Getting the robot to move from point A to point B is largely a solved problem with traditional probabilistic methods, while niches where LLMs are the best fit I think are largely still unaddressed, e.g.:

- a pipeline for natural language commands to high level commands ("fetch me a beer" to [send nav2 goal to kitchen, get fridge detection from yolo, open fridge with moveit, detect beer with yolo, etc.]

- using a VLM to add semantic information to map areas, e.g. have the robot turn around 4 times in a room, and have the model determine what's there so it can reference it by location and even know where that kitchen and fridge is in the above example

- system monitoring, where an LLM looks at ros2 doctor, htop, topic hz, etc. and determines if something's crashed or isn't behaving properly, and returns a debug report or attempts to fix it with terminal commands

- handling recovery behaviours in general, since a lot of times when robots get stuck the resolution is simple, you just need something to take in the current situational information, reason about it, and pick one of the possible ways to resolve it

ponta17 · 12h ago
Thanks a lot for the thoughtful feedback — I really appreciate it!

I think there might be a small misunderstanding regarding how the LLM is actually being used here (and in many agent-based setups).
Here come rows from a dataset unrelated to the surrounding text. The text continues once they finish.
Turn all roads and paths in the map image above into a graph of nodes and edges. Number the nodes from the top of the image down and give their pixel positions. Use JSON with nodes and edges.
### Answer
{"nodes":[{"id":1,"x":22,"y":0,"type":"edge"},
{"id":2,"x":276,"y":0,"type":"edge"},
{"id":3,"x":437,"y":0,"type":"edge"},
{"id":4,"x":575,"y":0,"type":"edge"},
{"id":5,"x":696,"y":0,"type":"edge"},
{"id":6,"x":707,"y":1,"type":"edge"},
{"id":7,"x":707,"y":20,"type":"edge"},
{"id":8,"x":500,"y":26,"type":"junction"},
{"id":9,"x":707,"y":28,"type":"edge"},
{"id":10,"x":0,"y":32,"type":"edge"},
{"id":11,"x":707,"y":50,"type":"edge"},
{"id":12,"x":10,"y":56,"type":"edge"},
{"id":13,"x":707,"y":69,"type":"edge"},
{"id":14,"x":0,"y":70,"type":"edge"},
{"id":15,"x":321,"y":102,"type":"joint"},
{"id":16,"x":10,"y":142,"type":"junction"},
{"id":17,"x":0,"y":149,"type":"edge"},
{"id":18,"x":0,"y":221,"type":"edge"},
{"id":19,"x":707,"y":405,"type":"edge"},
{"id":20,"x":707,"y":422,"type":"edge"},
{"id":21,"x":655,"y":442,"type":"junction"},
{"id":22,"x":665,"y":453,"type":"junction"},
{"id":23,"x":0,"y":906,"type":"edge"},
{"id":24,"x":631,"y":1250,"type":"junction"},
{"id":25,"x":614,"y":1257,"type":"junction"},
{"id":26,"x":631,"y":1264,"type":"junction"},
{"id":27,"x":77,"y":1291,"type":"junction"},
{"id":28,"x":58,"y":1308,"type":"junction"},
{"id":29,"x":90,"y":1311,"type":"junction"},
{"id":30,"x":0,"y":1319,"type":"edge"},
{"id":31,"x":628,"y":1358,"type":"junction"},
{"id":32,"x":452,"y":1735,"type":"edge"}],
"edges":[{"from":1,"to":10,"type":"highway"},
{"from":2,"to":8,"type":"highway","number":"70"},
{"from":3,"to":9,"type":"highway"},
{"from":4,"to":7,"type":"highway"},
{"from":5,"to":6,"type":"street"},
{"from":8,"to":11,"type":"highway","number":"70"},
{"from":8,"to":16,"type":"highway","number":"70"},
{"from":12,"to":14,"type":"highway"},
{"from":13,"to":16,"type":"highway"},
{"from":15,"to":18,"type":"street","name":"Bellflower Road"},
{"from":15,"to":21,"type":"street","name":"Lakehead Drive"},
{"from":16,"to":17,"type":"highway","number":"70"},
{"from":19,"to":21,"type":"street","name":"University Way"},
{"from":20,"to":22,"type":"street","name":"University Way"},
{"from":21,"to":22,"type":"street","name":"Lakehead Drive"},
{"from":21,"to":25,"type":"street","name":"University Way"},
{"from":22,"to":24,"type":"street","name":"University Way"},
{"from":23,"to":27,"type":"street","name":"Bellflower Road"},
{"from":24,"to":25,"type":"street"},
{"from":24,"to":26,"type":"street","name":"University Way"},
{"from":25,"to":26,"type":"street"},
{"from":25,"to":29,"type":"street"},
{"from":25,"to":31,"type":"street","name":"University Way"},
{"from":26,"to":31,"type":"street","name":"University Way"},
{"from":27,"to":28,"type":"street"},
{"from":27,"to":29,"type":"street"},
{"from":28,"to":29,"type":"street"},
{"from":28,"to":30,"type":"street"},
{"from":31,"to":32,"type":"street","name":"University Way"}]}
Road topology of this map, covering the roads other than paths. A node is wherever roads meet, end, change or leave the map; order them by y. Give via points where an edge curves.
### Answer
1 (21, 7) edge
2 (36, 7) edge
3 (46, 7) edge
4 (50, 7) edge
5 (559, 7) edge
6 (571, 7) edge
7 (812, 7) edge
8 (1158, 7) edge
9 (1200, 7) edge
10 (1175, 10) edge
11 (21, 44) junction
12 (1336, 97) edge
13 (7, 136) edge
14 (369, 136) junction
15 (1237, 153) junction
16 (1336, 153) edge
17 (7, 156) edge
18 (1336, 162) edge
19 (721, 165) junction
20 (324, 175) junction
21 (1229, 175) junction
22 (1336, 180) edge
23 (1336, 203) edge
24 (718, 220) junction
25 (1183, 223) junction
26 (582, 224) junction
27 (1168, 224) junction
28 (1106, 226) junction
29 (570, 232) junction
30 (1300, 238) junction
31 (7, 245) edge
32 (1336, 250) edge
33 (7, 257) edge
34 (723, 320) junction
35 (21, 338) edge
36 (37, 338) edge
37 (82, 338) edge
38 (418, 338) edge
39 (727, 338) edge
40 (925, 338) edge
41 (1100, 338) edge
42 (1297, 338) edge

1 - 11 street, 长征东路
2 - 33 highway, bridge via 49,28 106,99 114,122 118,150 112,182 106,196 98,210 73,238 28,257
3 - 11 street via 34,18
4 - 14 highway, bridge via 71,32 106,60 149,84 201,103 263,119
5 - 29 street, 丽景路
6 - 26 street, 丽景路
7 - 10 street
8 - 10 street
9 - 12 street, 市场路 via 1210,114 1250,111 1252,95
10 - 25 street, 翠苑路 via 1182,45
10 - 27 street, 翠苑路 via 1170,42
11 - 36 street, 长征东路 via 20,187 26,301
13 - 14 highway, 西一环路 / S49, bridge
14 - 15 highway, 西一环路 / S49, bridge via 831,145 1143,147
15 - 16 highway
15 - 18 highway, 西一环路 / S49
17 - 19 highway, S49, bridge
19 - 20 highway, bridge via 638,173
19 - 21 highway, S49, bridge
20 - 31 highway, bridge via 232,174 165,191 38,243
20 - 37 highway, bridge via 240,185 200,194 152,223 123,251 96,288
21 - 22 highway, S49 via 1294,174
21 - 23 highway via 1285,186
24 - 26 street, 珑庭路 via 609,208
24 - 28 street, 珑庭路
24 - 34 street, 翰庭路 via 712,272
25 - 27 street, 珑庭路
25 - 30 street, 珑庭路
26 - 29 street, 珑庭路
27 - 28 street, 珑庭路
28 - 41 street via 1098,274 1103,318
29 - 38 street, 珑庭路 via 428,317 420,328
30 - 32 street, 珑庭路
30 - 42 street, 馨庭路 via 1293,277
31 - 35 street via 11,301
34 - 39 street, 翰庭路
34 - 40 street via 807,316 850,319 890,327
The LLM itself isn’t directly executing twist commands or handling motion; it’s acting as a decision-maker that chooses from a set of callable tools (Python functions) based on the task description and intermediate results.

In this case, yes — one of the tools happens to publish Twist commands, but that’s just one of many modular tools the LLM can invoke. Whether it’s controlling motion or running object detection, from the LLM’s point of view it’s simply choosing which function to call next. So the computational load really depends on what the tool does internally — not the LLM’s reasoning process itself.

Of course, I agree with your broader point: we should push toward more meaningful high-level tasks where LLMs can orchestrate complex pipelines — and I think your examples (like fetch-a-beer or map annotation via VLMs) are spot-on.

My goal with this project was to explore that decision-making loop in a minimal, creative setting — kind of like a sandbox for LLM-agent behavior.

Actually, I’m currently working on something along those lines using a TurtleBot3. I’m planning to provide the agent with tools that let it scan obstacles via 3D LiDAR and recognize objects through image processing, so that it can make more context-aware decisions.

Really appreciate the push for deeper use cases — that’s definitely where I want to go next!